A nova legislação manteve o prazo de 24 horas (art. 310 do CPP) para realização da audiência de custódia, mas não previu a soltura automática do preso caso o prazo não fosse cumprido.

O deputado federal Ubiratan Sanderson (PL-RS), presidente da Comissão de Segurança Pública e Combate ao Crime Organizado da Câmara dos Deputados, explica que já vislumbrava os efeitos de desencarceramento dessa medida. “Eu mesmo votei contra esse dispositivo, porque sabia que só serviria para proteger bandidos”.

Posição do futuro ministro sobre as audiências

Em fevereiro do ano passado, o site Consultor Jurídico descreveu a posição favorável de Lewandowski diante do caráter de desencarceramento com que as audiências de custódias. A reportagem afirmou que, na visão do então ministro do STF, agora futuro ministro da Justiça, elas "melhoraram a qualidade das decisões referentes às pessoas que são obrigadas a entrar no sistema prisional”.

A reportagem afirmou ainda que Lewandowski também defende ser necessário melhorar a fase intermediária — “a situação daqueles que já estão dentro" — e a "porta de saída" — ou seja, a profissionalização e a recolocação dos presos no mercado de trabalho, em um claro aceno a outras medidas de desencarceramento que sua gestão à frente do MJSP tende a adotar.

Ainda que a audiência de custódia seja decorrente de um pacto internacional sobre direitos humanos e que, portanto, sua implementação se repita em vários outros países, Rebelo afirma que não se tem notícia de que seja utilizada como mecanismo de desencarceramento a não ser no Brasil.

“Em regra, [nos outros países] apenas se avalia a validade da prisão e, sendo válida, ela é mantida. Essa agenda de desencarceramento pela Audiência de Custódia tem seu grande destaque no Brasil, sem dúvida, sob o pretexto de resolver a superlotação de presídios, mesmo se tratando de um país com um elevadíssimo número de crimes e que, por isso, tem como absolutamente natural possuir muitos presos”.

Congresso de mãos atadas

Também contrário à realização das audiências, o deputado Delegado Paulo Bilynskyj defende que o Parlamento deve avaliar e agir para limitar a audiência de custódia, que avalia ser um instrumento para colocar suspeitos de cometerem crimes de volta à rua.

“Existem milhares de problemas na segurança pública brasileira e, com certeza absoluta, a audiência de custódia é um deles. No Congresso, certamente este tema estará em pauta neste ano, e vamos trabalhar para melhorar a legislação e afastar bandido das ruas”, afirmou.

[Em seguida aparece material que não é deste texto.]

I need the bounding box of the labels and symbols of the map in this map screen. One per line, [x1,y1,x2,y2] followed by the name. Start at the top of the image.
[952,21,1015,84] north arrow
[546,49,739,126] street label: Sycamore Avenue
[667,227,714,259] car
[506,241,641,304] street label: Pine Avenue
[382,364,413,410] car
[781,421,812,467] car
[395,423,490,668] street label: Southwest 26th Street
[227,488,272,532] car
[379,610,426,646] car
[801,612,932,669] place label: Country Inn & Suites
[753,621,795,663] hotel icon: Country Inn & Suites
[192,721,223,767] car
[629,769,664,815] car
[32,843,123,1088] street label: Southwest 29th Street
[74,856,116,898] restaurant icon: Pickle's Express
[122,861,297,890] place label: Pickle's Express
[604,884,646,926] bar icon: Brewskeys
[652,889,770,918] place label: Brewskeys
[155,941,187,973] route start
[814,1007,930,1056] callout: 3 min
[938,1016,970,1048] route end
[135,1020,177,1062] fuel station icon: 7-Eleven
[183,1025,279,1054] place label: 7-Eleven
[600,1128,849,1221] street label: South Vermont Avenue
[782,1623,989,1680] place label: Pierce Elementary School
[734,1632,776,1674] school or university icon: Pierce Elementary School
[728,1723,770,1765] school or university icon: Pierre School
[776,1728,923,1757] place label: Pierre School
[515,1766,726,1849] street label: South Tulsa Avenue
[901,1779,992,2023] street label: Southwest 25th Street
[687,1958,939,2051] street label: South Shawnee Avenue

Mesmo com a disposição dos congressistas, a aprovação de uma medida que restrinja o alcance das audiências pode estar além de sua competência, justamente pela adesão de juízes e de tribunais, como o STF, à medida.

Como foram as portarias internas dos próprios tribunais e as orientações tanto do CNJ quanto do STF as responsáveis pela implementação das audiências, antes mesmo de se tornarem lei, Sanderson explica que cabe aos juízes reduzir o alcance dessa medida.

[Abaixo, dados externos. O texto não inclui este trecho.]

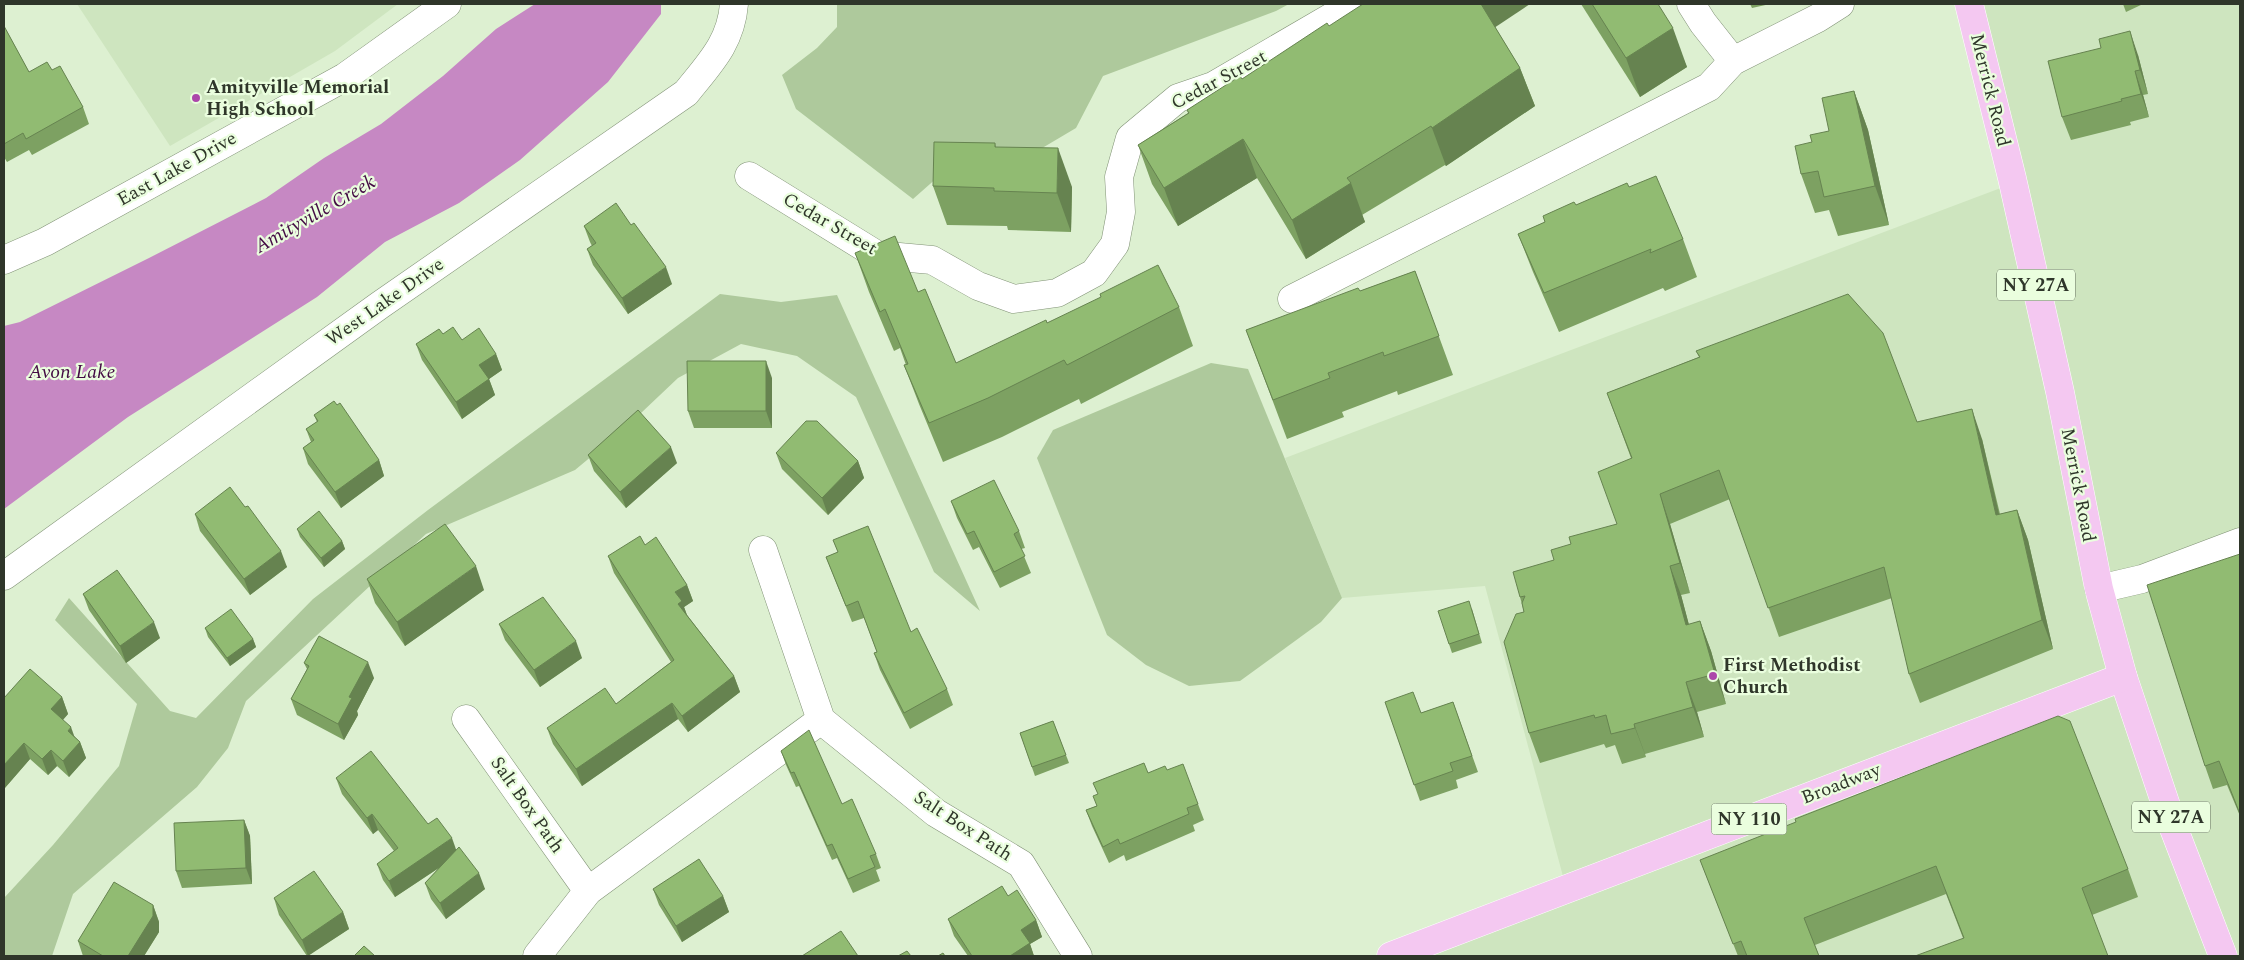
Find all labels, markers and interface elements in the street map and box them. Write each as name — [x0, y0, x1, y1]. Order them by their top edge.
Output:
street label: Merrick Road — [1962, 30, 2018, 150]
street label: Cedar Street — [1166, 42, 1272, 117]
place label: Amityville Memorial High School — [206, 73, 389, 124]
marker: Amityville Memorial High School — [190, 92, 202, 104]
street label: East Lake Drive — [112, 124, 242, 214]
water label: Amityville Creek — [248, 167, 382, 261]
street label: Cedar Street — [777, 185, 883, 263]
street label: West Lake Drive — [320, 250, 450, 354]
road number: NY 27A — [1997, 270, 2075, 300]
water label: Avon Lake — [28, 357, 116, 387]
street label: Merrick Road — [2053, 425, 2103, 545]
place label: First Methodist Church — [1723, 651, 1861, 702]
marker: First Methodist Church — [1707, 670, 1719, 682]
street label: Salt Box Path — [483, 751, 571, 859]
street label: Broadway — [1797, 755, 1886, 812]
street label: Salt Box Path — [908, 783, 1018, 869]
road number: NY 27A — [2132, 802, 2210, 832]
road number: NY 110 — [1712, 804, 1786, 834]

“Não basta que o Congresso, por exemplo, modifique a lei, mais especificamente o artigo 310 do CPP, teríamos que mudar o entendimento dos tribunais, inclusive do STF”, afirma. “A saída está nas mãos dos juízes, que podem optar por não utilizar as audiências de custódia como instrumento de solturas indiscriminadas, nem de intimidação a policiais”, afirma ele.